Scientists are all excited about this puckering primate’s musical abilities, believing that Bonnie, a 30-year-old who hails from Indonesia, may shed new light on the evolution of human speech. The National Science Foundation immediately applied for additional tax money to study this amazing development in more depth, and no doubt many new jobs will be created for all the primate whistling coaches whose careers have been stalled by the economic crisis.

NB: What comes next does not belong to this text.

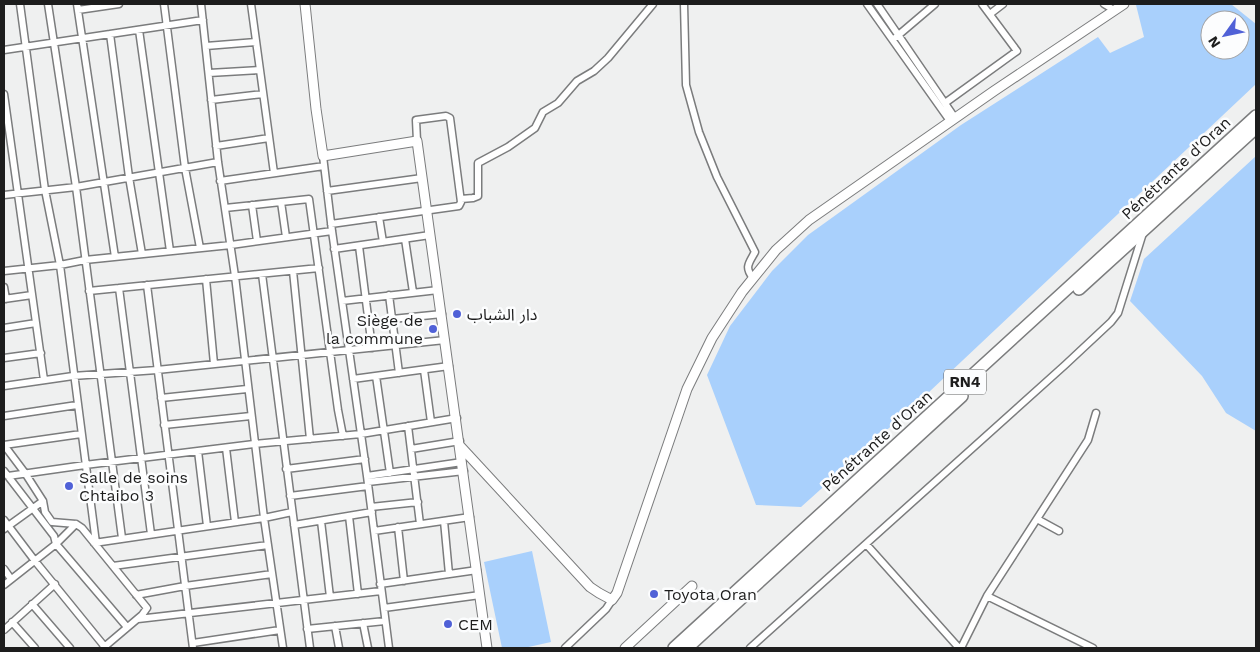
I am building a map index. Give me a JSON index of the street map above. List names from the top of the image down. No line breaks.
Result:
{"streets":{"highway":["Pénétrante d'Oran","RN4"]},"places":["دار الشباب","Siège de la commune","Salle de soins Chtaibo 3","Toyota Oran","CEM"],"north":"bottom left"}
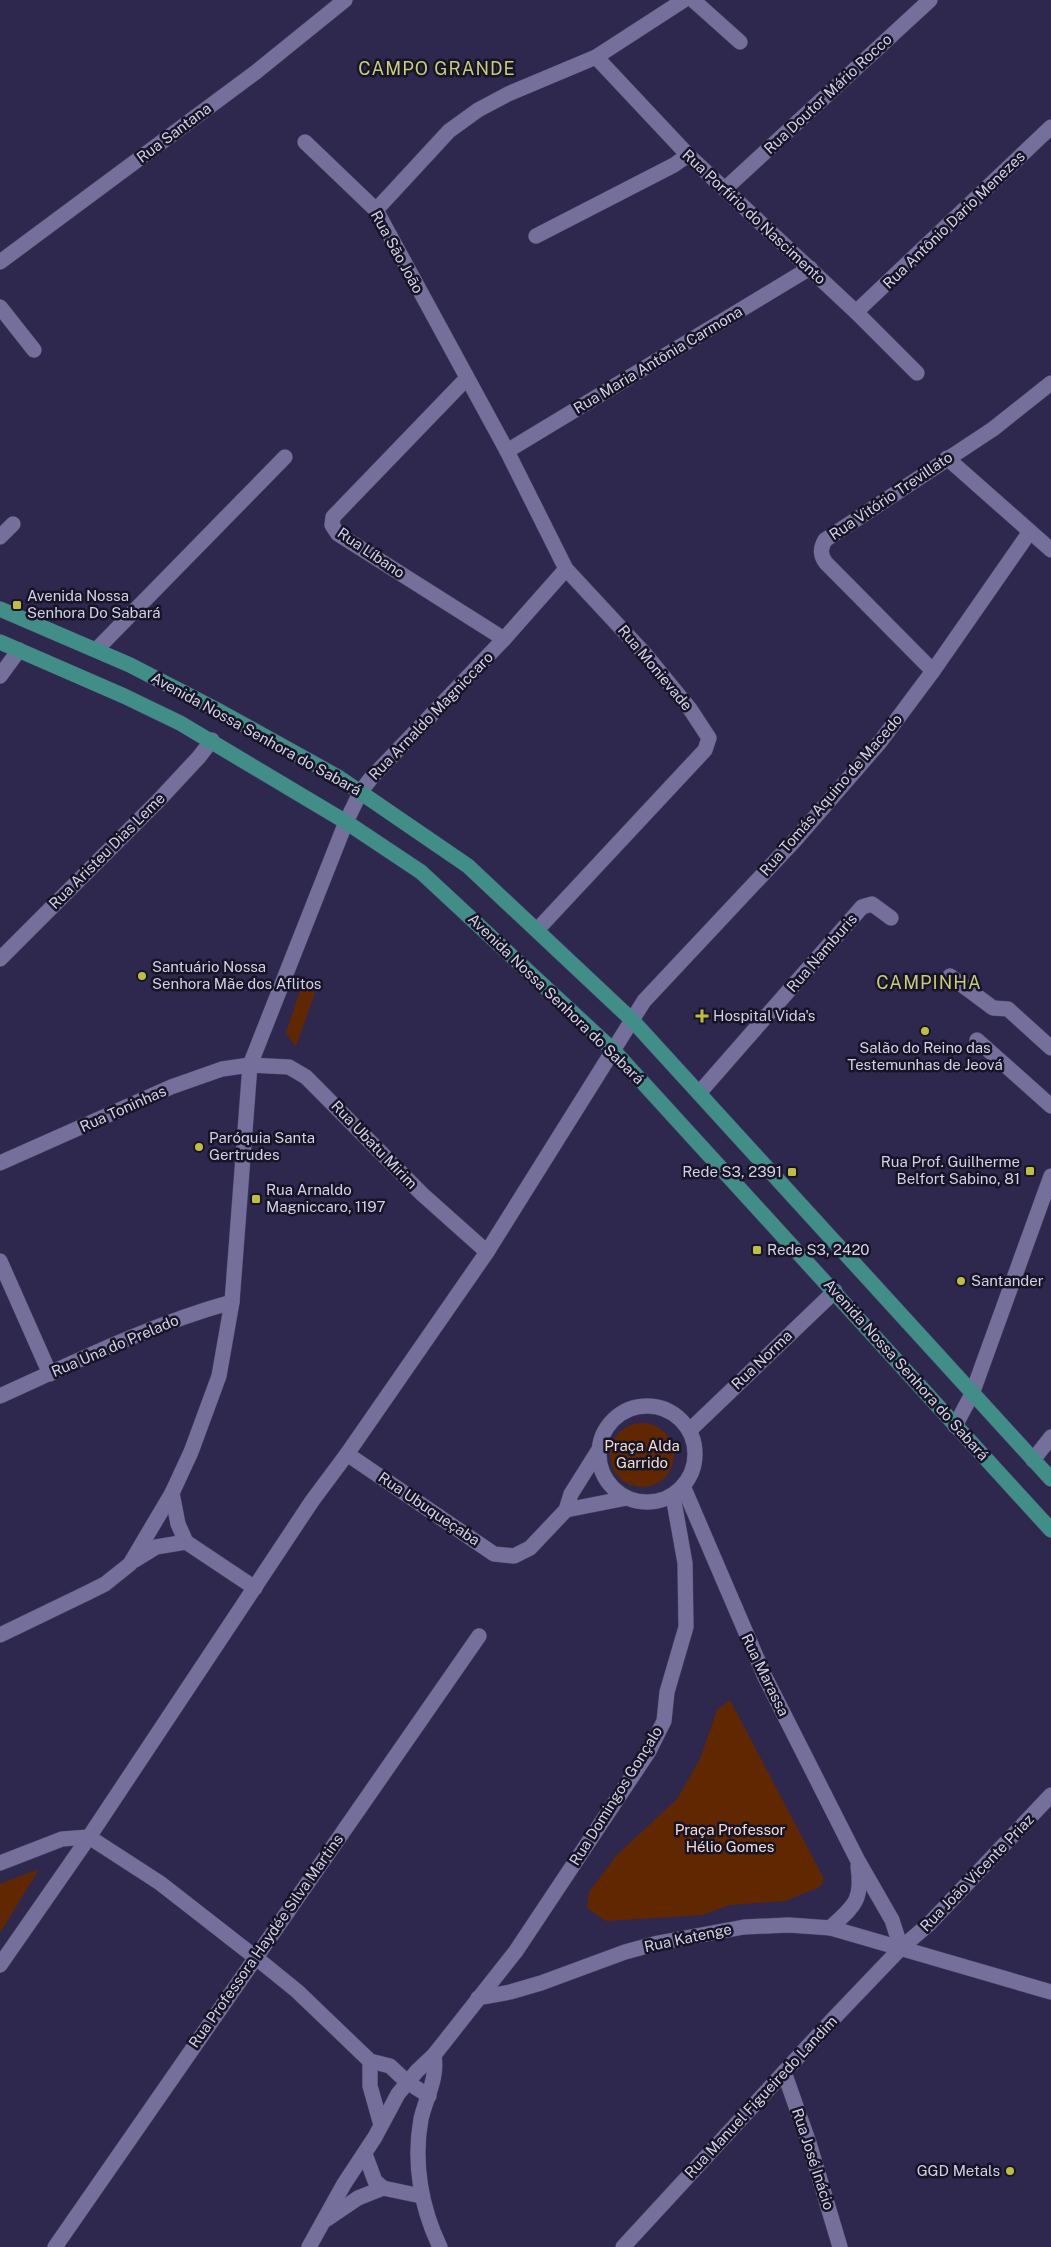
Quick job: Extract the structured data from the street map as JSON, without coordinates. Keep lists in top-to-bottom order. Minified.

The discovery of Bonnie, “the whistling orangutan” should come as no surprise to anyone. There have been orangutans in Washington for over 200 years, and no doubt many of them from both political parties have felt the urge to whistle during those long hours of adjournment, exotic vacations, and photo opportunities. Some even mastered the much higher cognitive ability of whistling, printing money, and looking straight into a TV camera simultaneously — an ability most other animals do not possess nor need.
Still, I was excited to read about this discovery. I love to whistle, and I was delighted to learn that I am not alone in that endeavor. But just when my American pride was welling-up inside me, I learned that another orangutan at a zoo in Heidelberg Germany had also begun to whistle at about the same time as Bonnie.

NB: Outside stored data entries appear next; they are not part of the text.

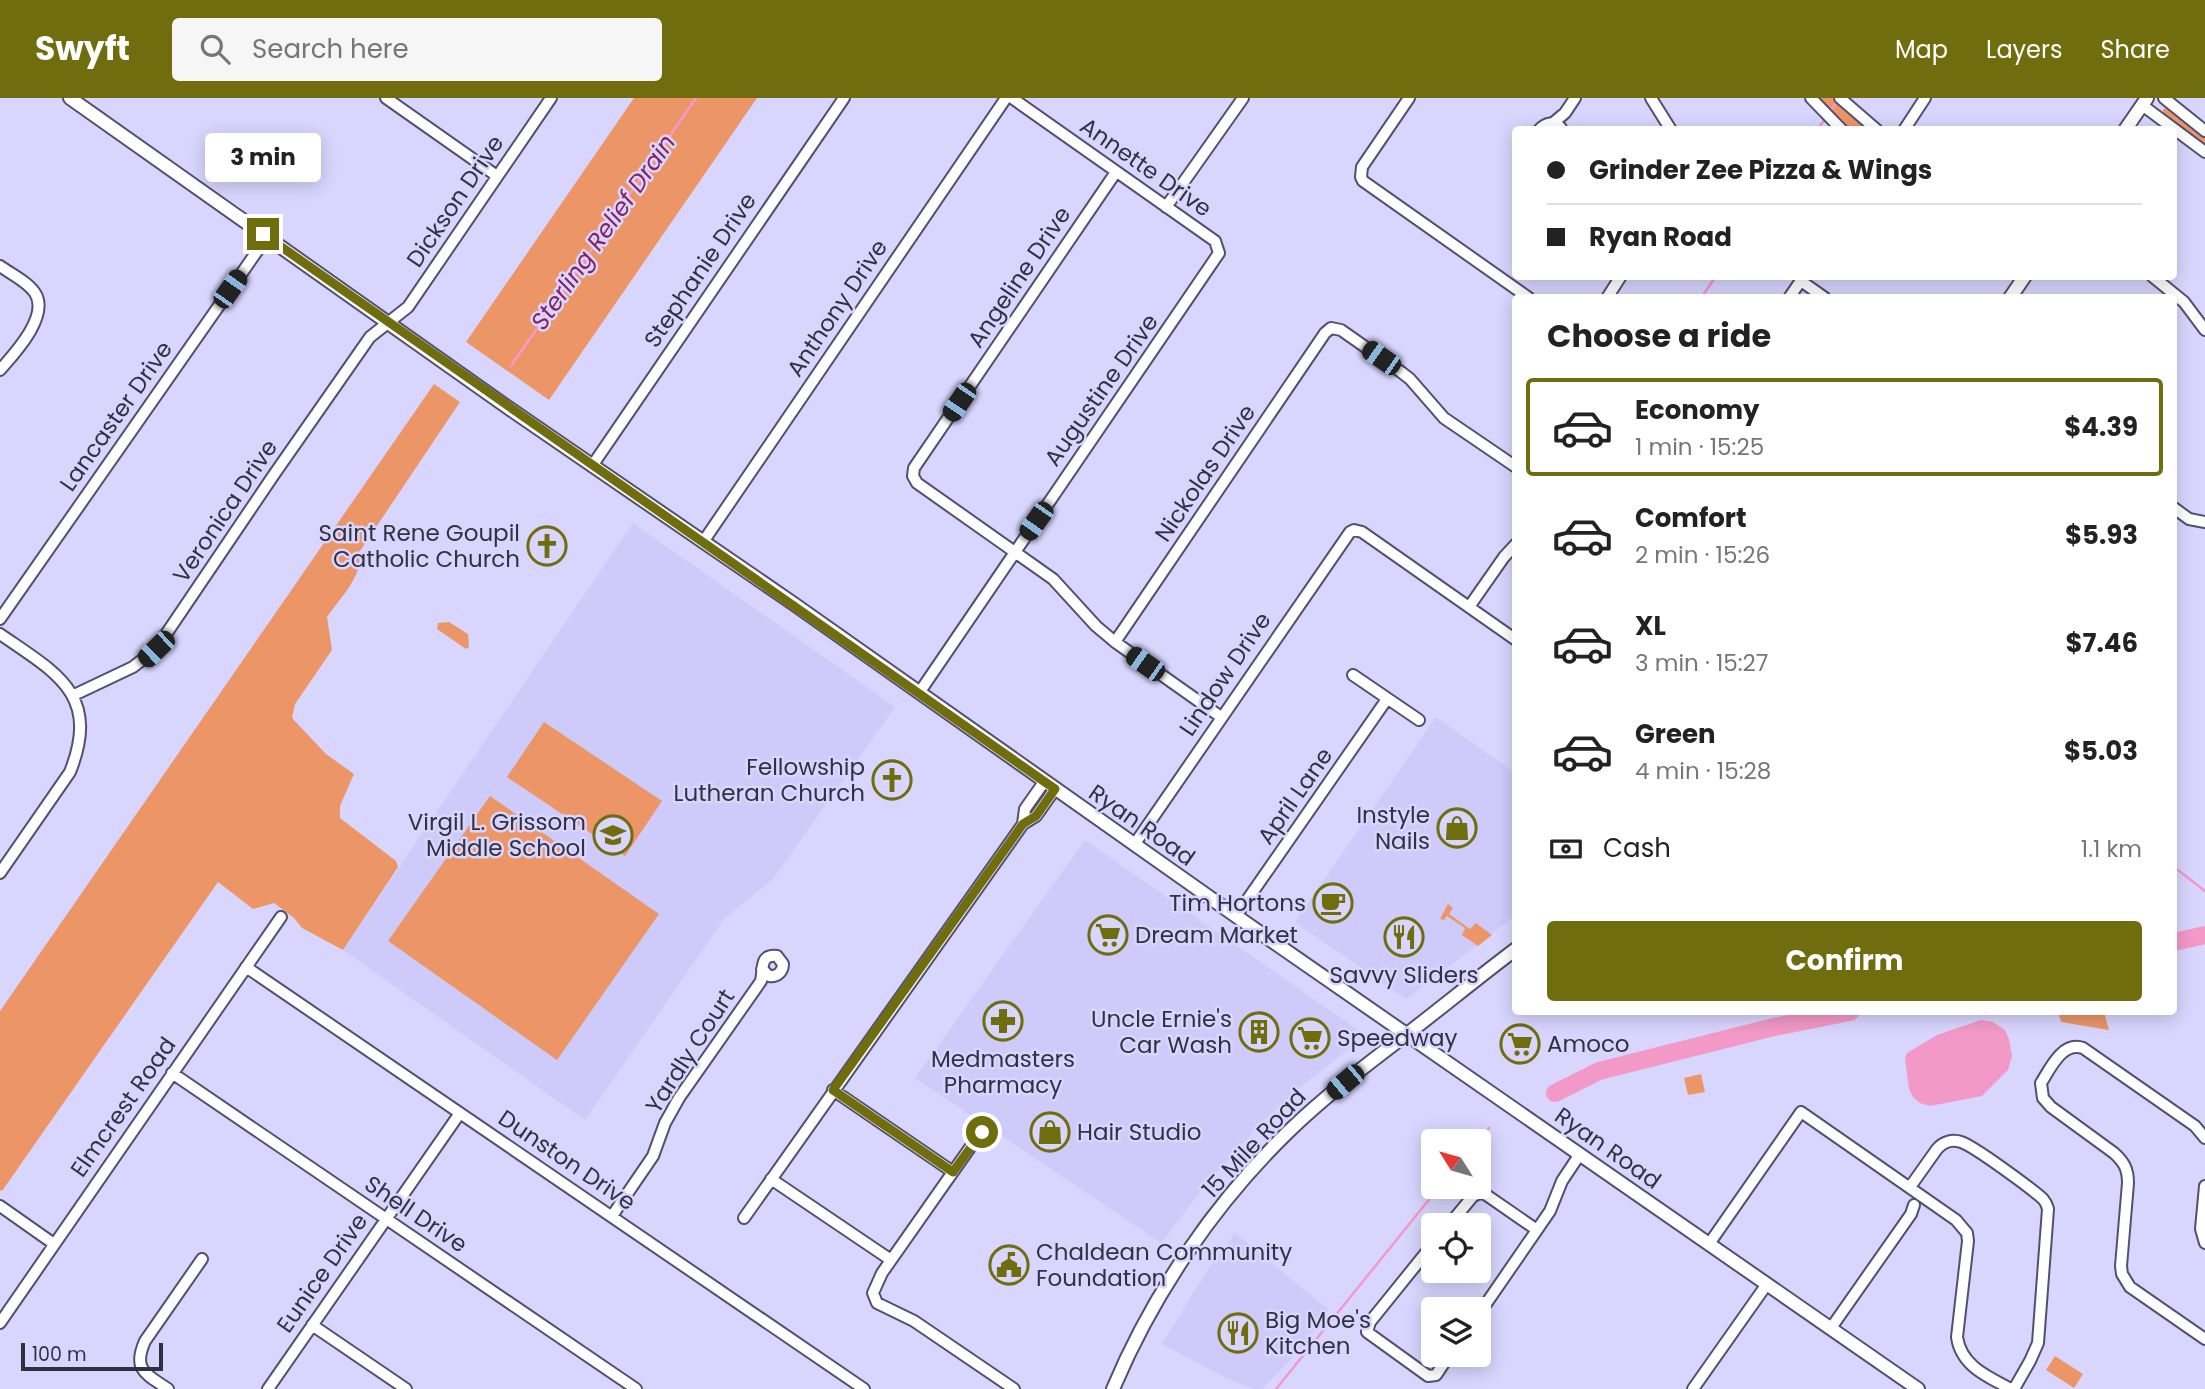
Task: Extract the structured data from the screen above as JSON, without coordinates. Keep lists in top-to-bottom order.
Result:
{
  "streets": {
    "main road": ["Ryan Road", "15 Mile Road"],
    "street": [
      "Annette Drive",
      "Dickson Drive",
      "Stephanie Drive",
      "Angeline Drive",
      "Anthony Drive",
      "Augustine Drive",
      "Lancaster Drive",
      "Nickolas Drive",
      "Veronica Drive",
      "Lindow Drive",
      "April Lane",
      "Yardly Court",
      "Elmcrest Road",
      "Dunston Drive",
      "Shell Drive",
      "Eunice Drive"
    ]
  },
  "crossings": [
    ["Annette Drive", "Angeline Drive"],
    ["Annette Drive", "Augustine Drive"],
    ["Dickson Drive", "Veronica Drive"],
    ["Dickson Drive", "Ryan Road"],
    ["Stephanie Drive", "Ryan Road"],
    ["Angeline Drive", "Augustine Drive"],
    ["Anthony Drive", "Ryan Road"],
    ["Augustine Drive", "Ryan Road"],
    ["Lancaster Drive", "Ryan Road"],
    ["Veronica Drive", "Ryan Road"],
    ["Lindow Drive", "Ryan Road"],
    ["April Lane", "Ryan Road"],
    ["Ryan Road", "15 Mile Road"],
    ["Yardly Court", "Dunston Drive"],
    ["Elmcrest Road", "Dunston Drive"],
    ["Elmcrest Road", "Shell Drive"],
    ["Dunston Drive", "Eunice Drive"],
    ["Shell Drive", "Eunice Drive"]
  ],
  "water": ["Sterling Relief Drain"],
  "places": {
    "church": ["Saint Rene Goupil Catholic Church", "Fellowship Lutheran Church"],
    "shop": ["Instyle Nails", "Hair Studio"],
    "school or university": ["Virgil L. Grissom Middle School"],
    "cafe": ["Tim Hortons"],
    "supermarket": ["Dream Market", "Speedway", "Amoco"],
    "restaurant": ["Savvy Sliders", "Big Moe's Kitchen"],
    "pharmacy": ["Medmasters Pharmacy"],
    "building": ["Uncle Ernie's Car Wash"],
    "public building": ["Chaldean Community Foundation"]
  },
  "scale_bar": "100 m",
  "north": "top left",
  "page": {
    "header": "Swyft",
    "search": "Search here",
    "nav": ["Map", "Layers", "Share"],
    "banner": ["Grinder Zee Pizza & Wings", "Ryan Road"],
    "bubble": "3 min",
    "heading": "Choose a ride",
    "list": [
      {
        "name": "Economy",
        "note": "1 min · 15:25",
        "value": "$4.39"
      },
      {
        "name": "Comfort",
        "note": "2 min · 15:26",
        "value": "$5.93"
      },
      {
        "name": "XL",
        "note": "3 min · 15:27",
        "value": "$7.46"
      },
      {
        "name": "Green",
        "note": "4 min · 15:28",
        "value": "$5.03"
      }
    ],
    "pay": ["Cash", "1.1 km"],
    "buttons": "Confirm",
    "scale": "100 m"
  }
}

“Ujian”, the whistling virtuoso from Heidelberg has already released a CD, complete with human back-up singers and musicians. Proceeds from the sale of his debut album will go toward the renovation of the entire primate habitat at the German zoo.
How soon, I wondered, would Ujian appear on the Letterman Show? Has he considered a duet with Bonnie that might lead to gig on American Idol? Will either of them suffer the embarrassment of a “wardrobe malfunction”? How soon before they receive the Nobel Peace Prize? These are all interesting questions that I’m sure will be answered in due time, but I’m getting a little nervous.
It appears this phenomenon of whistling apes has begun to spread world-wide. Do these creatures know something about the future of our planet that we don’t?
On the other hand, the inspiration behind the music of these happy critters could be much less sinister.
Perhaps Bonnie, the American, has learned that she will be exempt from the government-run healthcare system that you and I will soon be forced to accept.
Maybe she’s read the reports in the mainstream media that the war in Iraq is winding down, or that the war in Afghanistan will soon turn a corner with only a handful of additional U.S. troops.
Maybe she’s been told that the war has not really spread to nuclear-armed Pakistan, that the fighting there is just a little civil uprising that the Pakistanis will handle.
Maybe she’s read the reports that the recession has ended. Maybe she’s happy with the government take-over of General Motors, AIG, big banks, and the insurance business.
Maybe she just got a piece of banana peal stuck between her teeth and made the sound accidentally. Who knows?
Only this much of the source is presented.